Thoughts, Searches and Ideas
Coming from a signal processing background I expected it were already covered: in fact when calculations are performed in the frequency domain (i.e. by means of DFT) this circularity comes from free, and rather extra effort (there called "zero padding") is required to avoid circular equivocation.
Well, ok: I learned that, because of kernel size being normally quite small, calculations can be done more conveniently in the base domain. I can't figure out any good reason why this should be unfeasible, so I hoped that some direct way to do a cyclic convolution existed.

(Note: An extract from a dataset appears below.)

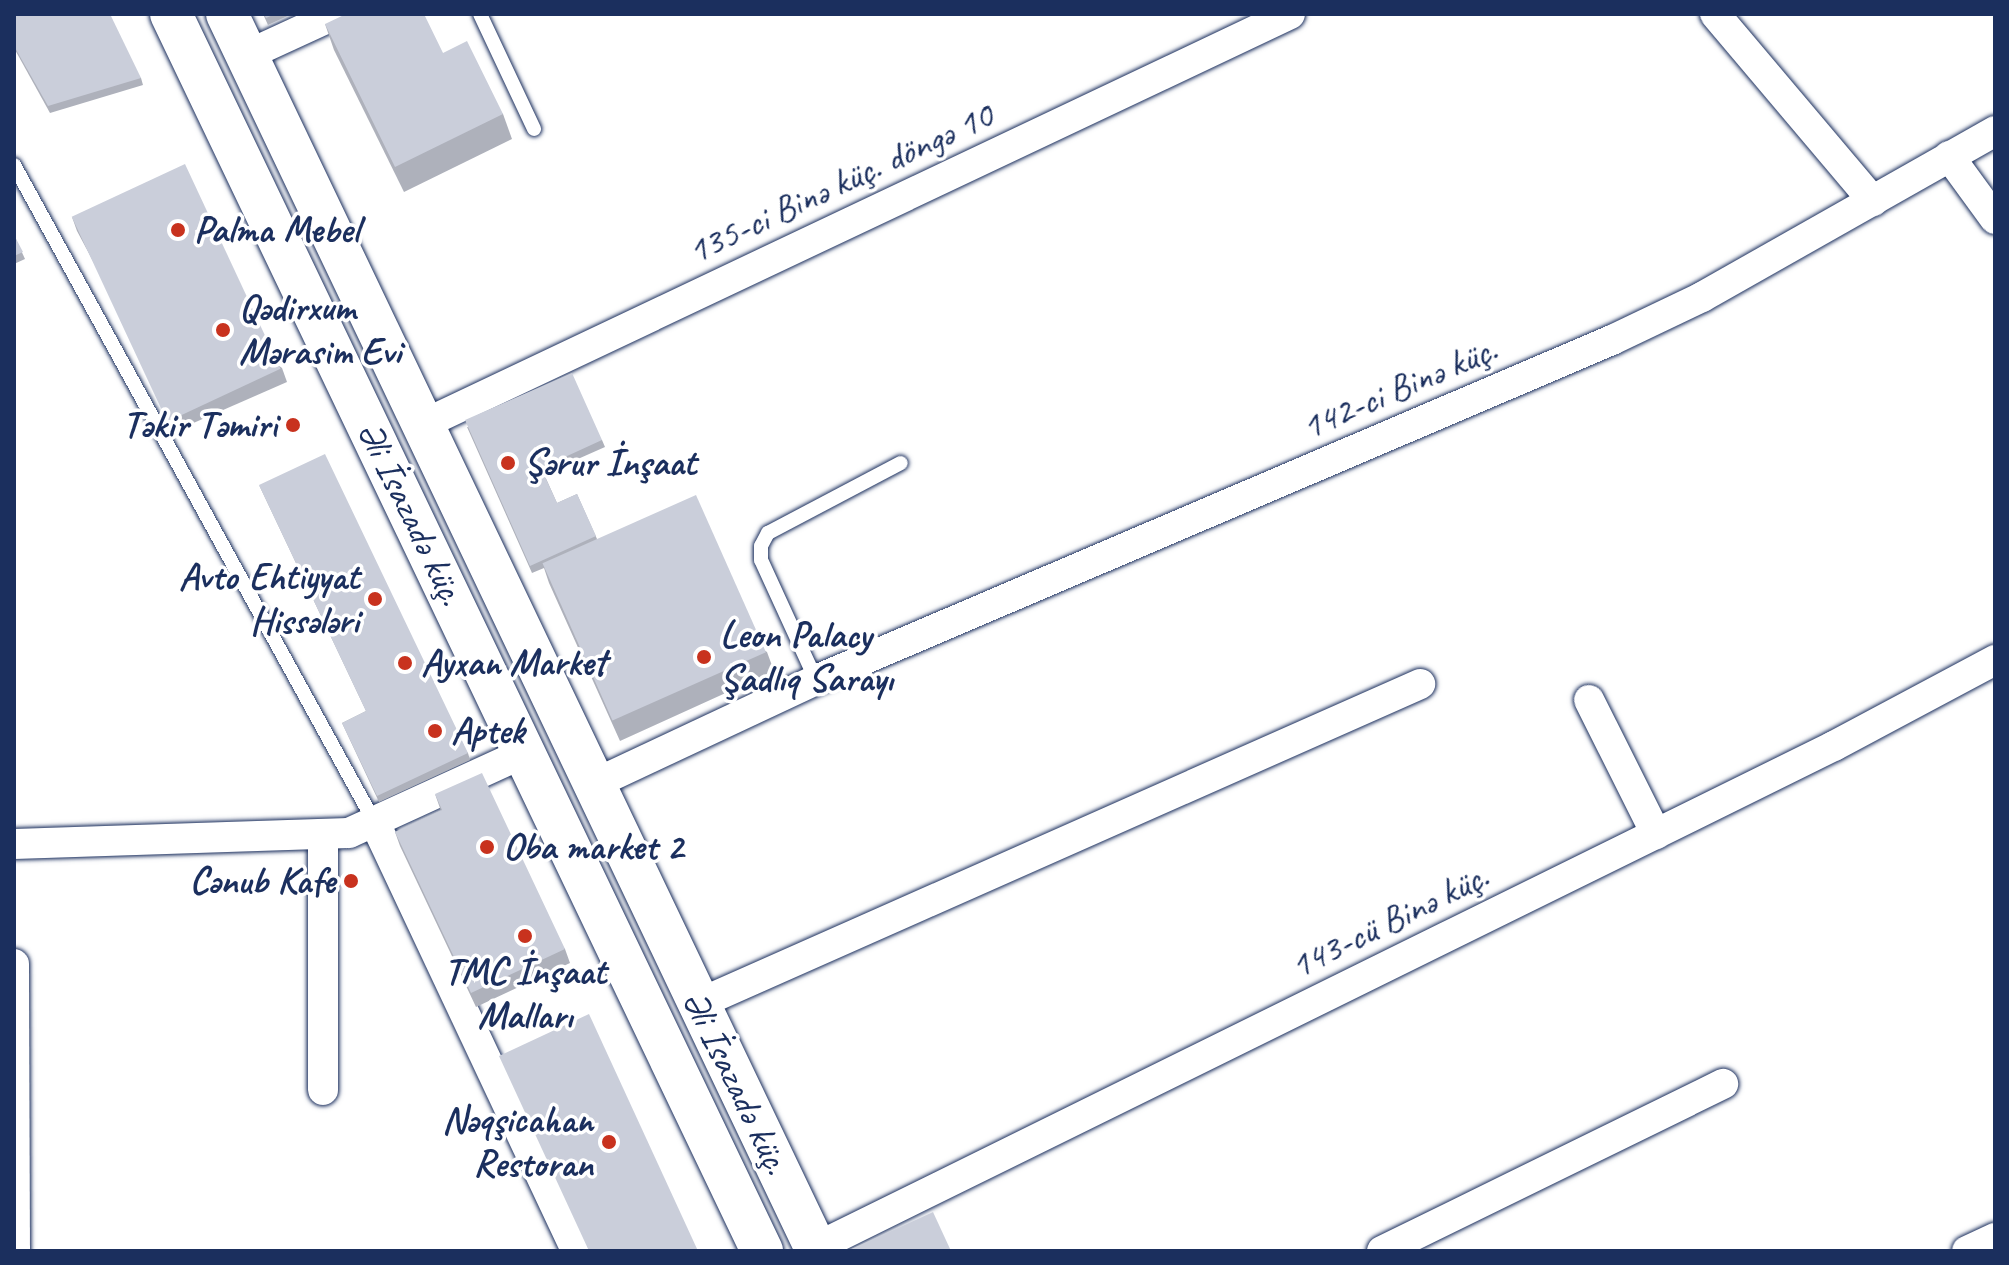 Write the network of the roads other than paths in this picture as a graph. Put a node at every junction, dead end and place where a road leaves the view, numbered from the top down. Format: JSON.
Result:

But I found no coverage for this function, neither in Keras nor in TensorFlow docs. Moreover, I found little or no really relevant discussion about this around: Torch7 discussion
So I am left with the following options:
- implement my own
CyclicConv2D
layer by subclassing Keras'layer.Layer
class, as described here - submit my own pull request for an experimental new feature, as described here. Shortly, I would think of adding some "wrap" value for the "padding=" parameter, or adding a new "wrap=" parameter. It should specify along which axes the image should wrap around. This in fact would likely be needed only along one dimension, the circular one, not both.
The Questions
Is there any more straightforward option, or source of information that I should address first?
Otherwise, where can I find any advice how to implement the former?
For the latter I must admit that I described it more to stimulate some collective thinking how it should be implemented from a user standpoint, but I don't really feel able to contribute a good pull request (i.e. one including good code). Anyway I will appreciate any advice where to start from.